I've gone to Tea Party rallies and the Calif. Republican Convention to talk about what empathy means to the participants there.. Most all say they value empathy. We need to engage more in this conversation with republicans and dialogue about the importance of empathy.
here's a video of me at a heated demonstration asking people about empathy. On the side bar are links to the Tea party and GOP videos on empathy I took.
http://cultureofempathy.com/Projects/Interviews/2010-07-19-Walnut-Creek/Index.htm
Gloria Steinem say 'empathy is the most revolutionary feeling. and the ends are the means.'
http://www.youtube.com/watch?v=0YOspcDAbxE
Hate speech doesn't convert normal people into complete psychopaths. As Martha Stout observed, hate speech makes them draw the circle of empathy tightly around them while denying it to those outside the circle. It is the drawing of that circle tighter and tighter, and demonizing those outside that circle that turns them into a lethal force for converting a democracy into a dictatorship.
Stout's circle of empathy also accounts for Hannah Arendt's thesis - the Banality of Evil - how ordinary, seemingly decent people could be drawn into being cogs in an evil machine.

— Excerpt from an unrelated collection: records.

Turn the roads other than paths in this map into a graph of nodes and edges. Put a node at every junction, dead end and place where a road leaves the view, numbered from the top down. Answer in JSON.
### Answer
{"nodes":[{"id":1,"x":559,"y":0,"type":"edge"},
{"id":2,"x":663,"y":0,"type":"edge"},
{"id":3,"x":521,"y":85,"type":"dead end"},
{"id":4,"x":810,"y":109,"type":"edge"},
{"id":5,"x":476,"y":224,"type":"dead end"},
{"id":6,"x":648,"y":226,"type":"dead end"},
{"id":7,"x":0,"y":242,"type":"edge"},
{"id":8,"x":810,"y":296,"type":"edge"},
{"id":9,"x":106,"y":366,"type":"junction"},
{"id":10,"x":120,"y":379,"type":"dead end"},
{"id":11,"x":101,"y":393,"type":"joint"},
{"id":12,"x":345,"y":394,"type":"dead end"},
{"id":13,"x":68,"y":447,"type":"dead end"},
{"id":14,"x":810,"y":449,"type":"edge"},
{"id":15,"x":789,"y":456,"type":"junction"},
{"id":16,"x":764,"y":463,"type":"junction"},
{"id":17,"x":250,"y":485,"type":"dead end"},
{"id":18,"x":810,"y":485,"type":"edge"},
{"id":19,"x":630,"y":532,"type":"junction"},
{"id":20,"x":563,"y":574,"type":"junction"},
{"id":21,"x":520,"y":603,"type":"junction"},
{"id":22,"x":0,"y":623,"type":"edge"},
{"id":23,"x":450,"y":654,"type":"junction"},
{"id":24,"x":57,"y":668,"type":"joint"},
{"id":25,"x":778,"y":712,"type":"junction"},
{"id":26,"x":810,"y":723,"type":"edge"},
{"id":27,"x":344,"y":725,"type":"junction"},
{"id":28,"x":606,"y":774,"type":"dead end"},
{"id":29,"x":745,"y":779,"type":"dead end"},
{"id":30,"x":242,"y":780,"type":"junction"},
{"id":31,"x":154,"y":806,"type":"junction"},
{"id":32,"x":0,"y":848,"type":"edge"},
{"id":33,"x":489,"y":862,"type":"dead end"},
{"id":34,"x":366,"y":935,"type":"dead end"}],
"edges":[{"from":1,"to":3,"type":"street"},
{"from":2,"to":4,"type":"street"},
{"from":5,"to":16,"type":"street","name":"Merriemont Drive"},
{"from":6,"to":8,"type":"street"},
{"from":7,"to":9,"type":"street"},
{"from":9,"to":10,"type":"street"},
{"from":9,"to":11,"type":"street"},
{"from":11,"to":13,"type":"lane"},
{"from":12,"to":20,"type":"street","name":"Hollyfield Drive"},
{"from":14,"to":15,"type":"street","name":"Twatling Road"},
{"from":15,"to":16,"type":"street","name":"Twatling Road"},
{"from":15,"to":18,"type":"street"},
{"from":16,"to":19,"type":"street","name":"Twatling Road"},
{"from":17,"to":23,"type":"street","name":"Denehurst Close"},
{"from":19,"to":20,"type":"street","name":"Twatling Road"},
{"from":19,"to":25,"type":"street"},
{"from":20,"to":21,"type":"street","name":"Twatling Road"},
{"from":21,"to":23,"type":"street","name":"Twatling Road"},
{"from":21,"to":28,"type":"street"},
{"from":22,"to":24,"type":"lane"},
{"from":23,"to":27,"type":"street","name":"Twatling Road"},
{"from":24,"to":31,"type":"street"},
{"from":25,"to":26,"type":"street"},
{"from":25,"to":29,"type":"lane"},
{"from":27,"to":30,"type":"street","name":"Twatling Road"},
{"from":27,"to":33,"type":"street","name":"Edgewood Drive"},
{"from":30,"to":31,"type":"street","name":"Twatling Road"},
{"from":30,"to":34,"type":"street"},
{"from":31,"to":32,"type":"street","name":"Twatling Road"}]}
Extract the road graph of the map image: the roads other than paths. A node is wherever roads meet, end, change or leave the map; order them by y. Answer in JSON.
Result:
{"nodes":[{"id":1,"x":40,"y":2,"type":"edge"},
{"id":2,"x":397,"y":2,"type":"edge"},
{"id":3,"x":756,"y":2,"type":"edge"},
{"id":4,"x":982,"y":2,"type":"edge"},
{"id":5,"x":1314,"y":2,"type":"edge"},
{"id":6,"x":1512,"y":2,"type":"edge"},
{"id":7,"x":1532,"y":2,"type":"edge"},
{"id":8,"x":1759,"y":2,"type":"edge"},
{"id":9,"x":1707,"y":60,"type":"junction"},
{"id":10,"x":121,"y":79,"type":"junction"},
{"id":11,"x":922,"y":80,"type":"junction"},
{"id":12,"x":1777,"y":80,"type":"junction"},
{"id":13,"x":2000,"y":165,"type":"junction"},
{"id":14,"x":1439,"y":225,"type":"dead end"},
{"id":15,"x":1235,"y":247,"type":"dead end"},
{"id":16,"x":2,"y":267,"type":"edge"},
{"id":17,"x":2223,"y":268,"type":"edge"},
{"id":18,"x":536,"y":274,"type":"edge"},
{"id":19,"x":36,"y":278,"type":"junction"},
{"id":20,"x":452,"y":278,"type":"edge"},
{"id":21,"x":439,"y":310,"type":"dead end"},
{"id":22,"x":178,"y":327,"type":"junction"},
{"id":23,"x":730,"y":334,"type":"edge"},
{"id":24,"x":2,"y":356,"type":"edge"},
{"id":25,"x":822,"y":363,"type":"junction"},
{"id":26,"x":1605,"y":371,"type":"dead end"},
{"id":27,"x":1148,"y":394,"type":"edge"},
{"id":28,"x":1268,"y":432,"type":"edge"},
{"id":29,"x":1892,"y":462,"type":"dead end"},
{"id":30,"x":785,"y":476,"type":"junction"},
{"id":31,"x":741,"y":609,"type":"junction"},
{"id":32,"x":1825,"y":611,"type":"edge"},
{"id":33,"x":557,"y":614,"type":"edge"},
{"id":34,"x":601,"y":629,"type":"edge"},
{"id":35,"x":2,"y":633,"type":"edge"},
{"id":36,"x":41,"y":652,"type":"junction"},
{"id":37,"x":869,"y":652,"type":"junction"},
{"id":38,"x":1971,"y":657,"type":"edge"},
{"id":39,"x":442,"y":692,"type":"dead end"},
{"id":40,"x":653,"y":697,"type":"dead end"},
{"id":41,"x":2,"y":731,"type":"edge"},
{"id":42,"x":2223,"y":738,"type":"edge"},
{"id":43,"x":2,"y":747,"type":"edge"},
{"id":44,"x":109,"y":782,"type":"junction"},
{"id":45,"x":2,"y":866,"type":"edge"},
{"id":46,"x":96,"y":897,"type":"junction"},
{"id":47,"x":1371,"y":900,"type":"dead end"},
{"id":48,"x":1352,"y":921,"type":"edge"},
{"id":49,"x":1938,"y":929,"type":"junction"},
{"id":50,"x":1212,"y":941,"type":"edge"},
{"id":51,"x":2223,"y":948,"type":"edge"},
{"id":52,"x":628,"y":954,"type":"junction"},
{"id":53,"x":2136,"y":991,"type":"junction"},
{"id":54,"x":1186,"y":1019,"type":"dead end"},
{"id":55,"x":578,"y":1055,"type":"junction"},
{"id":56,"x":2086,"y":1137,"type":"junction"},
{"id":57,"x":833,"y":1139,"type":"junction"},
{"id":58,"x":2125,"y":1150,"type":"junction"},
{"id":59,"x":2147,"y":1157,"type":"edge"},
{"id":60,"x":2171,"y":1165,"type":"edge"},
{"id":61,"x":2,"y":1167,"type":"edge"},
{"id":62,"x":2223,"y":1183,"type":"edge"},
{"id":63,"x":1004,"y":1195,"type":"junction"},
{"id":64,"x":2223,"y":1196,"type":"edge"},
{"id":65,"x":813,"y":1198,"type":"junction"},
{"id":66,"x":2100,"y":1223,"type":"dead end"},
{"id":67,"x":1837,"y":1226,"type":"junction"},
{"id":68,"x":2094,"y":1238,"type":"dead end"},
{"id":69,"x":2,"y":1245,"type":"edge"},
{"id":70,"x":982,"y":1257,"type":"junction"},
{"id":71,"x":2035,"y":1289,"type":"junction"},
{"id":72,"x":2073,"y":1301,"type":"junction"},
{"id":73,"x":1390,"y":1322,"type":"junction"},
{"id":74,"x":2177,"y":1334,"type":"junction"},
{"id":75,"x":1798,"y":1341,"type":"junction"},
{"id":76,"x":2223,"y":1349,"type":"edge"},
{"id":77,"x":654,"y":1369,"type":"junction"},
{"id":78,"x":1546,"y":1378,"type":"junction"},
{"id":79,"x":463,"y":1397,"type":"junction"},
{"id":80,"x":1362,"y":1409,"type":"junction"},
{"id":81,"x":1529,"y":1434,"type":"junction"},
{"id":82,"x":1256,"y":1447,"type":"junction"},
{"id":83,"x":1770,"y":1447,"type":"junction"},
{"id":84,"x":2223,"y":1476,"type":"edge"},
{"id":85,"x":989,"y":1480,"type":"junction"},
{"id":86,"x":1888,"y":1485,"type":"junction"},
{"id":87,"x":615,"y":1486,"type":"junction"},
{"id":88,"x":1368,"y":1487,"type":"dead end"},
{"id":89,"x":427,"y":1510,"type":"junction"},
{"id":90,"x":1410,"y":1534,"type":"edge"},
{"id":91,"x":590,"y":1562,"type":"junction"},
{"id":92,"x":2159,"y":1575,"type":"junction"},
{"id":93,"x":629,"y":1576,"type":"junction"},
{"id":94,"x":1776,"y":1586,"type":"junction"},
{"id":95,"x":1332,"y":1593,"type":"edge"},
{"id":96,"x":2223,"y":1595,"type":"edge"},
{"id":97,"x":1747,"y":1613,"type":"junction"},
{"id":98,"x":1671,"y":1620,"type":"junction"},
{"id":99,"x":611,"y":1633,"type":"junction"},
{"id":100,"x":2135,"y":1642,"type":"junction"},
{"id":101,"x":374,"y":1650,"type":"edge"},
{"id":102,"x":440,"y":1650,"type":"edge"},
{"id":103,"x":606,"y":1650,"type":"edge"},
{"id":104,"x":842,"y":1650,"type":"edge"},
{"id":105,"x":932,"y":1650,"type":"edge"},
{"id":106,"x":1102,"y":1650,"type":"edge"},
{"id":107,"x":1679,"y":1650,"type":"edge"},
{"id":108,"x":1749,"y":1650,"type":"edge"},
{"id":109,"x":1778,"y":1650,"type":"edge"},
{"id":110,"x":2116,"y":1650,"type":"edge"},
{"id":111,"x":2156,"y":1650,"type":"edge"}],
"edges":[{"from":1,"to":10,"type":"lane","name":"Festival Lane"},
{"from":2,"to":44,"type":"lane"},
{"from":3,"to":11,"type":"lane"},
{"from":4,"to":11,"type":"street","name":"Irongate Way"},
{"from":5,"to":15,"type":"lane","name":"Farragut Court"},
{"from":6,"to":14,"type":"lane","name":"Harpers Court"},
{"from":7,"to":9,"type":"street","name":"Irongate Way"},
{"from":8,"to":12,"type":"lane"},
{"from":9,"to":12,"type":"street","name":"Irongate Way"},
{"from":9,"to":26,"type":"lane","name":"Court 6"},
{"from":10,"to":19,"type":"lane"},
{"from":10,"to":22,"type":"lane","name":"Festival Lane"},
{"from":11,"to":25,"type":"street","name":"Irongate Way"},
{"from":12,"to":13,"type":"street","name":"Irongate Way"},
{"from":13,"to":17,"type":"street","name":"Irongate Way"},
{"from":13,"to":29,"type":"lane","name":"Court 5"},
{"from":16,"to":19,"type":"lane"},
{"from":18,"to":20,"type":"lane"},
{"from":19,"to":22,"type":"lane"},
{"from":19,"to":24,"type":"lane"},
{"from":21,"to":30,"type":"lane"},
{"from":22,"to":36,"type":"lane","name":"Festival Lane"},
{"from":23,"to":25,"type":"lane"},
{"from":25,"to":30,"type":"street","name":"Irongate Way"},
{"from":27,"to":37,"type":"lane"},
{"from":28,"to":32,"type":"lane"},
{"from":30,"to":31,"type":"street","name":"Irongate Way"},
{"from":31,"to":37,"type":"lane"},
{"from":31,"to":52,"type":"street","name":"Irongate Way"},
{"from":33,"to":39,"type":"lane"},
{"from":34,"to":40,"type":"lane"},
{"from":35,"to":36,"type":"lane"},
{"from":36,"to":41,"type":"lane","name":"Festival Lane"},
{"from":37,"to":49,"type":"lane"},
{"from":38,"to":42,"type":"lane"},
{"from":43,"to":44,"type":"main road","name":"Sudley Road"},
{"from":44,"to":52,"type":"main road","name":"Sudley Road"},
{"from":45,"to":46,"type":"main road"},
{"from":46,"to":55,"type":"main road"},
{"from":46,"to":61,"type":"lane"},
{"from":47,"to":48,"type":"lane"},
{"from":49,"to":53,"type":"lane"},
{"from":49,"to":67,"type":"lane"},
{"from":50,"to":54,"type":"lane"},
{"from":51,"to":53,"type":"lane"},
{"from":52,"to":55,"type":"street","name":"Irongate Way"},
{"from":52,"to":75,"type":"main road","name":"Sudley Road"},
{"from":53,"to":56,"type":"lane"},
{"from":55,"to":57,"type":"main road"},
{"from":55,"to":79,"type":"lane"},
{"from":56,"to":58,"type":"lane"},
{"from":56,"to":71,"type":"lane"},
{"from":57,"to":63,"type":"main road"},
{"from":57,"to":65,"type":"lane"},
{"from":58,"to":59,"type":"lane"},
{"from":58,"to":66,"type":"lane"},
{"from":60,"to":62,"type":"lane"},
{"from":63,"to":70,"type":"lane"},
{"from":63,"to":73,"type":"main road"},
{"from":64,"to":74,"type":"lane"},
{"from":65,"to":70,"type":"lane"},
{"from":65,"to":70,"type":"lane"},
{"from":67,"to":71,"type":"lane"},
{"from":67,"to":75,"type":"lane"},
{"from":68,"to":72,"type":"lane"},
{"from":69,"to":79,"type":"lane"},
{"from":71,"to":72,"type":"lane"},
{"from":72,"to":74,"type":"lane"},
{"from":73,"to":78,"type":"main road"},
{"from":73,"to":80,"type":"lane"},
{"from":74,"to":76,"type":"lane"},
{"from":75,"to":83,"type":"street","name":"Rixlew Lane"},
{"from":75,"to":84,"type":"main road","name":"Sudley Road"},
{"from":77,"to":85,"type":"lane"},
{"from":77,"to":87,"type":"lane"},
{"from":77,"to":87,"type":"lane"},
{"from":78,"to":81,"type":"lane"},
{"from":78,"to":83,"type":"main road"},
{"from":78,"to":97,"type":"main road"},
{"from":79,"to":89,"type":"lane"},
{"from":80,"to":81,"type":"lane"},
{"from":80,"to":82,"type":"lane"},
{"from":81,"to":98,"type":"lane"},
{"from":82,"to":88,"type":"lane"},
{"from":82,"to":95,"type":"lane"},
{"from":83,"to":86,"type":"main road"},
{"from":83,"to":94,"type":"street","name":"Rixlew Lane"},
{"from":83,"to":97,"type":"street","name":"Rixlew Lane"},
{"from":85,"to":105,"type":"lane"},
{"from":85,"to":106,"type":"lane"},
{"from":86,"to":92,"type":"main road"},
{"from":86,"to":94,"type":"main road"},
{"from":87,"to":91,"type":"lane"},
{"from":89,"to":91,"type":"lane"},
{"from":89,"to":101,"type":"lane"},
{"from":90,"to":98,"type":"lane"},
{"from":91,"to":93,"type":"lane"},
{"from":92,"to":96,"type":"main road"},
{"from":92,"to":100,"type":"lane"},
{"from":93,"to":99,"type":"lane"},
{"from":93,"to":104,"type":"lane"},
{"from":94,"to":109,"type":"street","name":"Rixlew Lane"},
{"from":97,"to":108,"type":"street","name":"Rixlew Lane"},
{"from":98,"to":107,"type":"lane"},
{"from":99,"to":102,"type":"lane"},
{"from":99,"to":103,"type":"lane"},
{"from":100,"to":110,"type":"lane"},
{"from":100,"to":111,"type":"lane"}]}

I visited Dachau in 1971, with a spontaneous group from the Munich youth hostel - including a Pakistani Muslim & an Indian Hindu - best friends just old enough to remember the violent partition of their countries - and a group of Burmese Muslims who had fled after the military junta killed many of their fellow students. On the way we walked through tidy suburbs old enough to have been there when the camp was an active killing field. Later on, I watched the Muslim and Hindu best friends weep as we watched the documentary on the injustice done the Jews. Each of these smart, vibrant, strapping young men stared straight ahead, arms folded across brawny young chests, as if in fear the other would see him weeping and without any awareness that his friend was weeping too.
The next year, at the Munich Olympics, Palestinian terrorists kidnapped and killed unarmed Israeli athletes.
I think the flip commenters who pick out some pat political stance as the cause and/or solution are entirely off the mark. I think we are, most of us, like the proverbial wife who is the last to see what is happening under her very nose, and even fewer of us will find the insight and strength of character to preserve the marriage and make it better than ever. Rather, most will remain deluded, in denial, or raging at ghosts and scapegoats, bent on destruction which turns out to be self-destruction.
It is most brave of the author to speak. Let us hope that the nation is listening.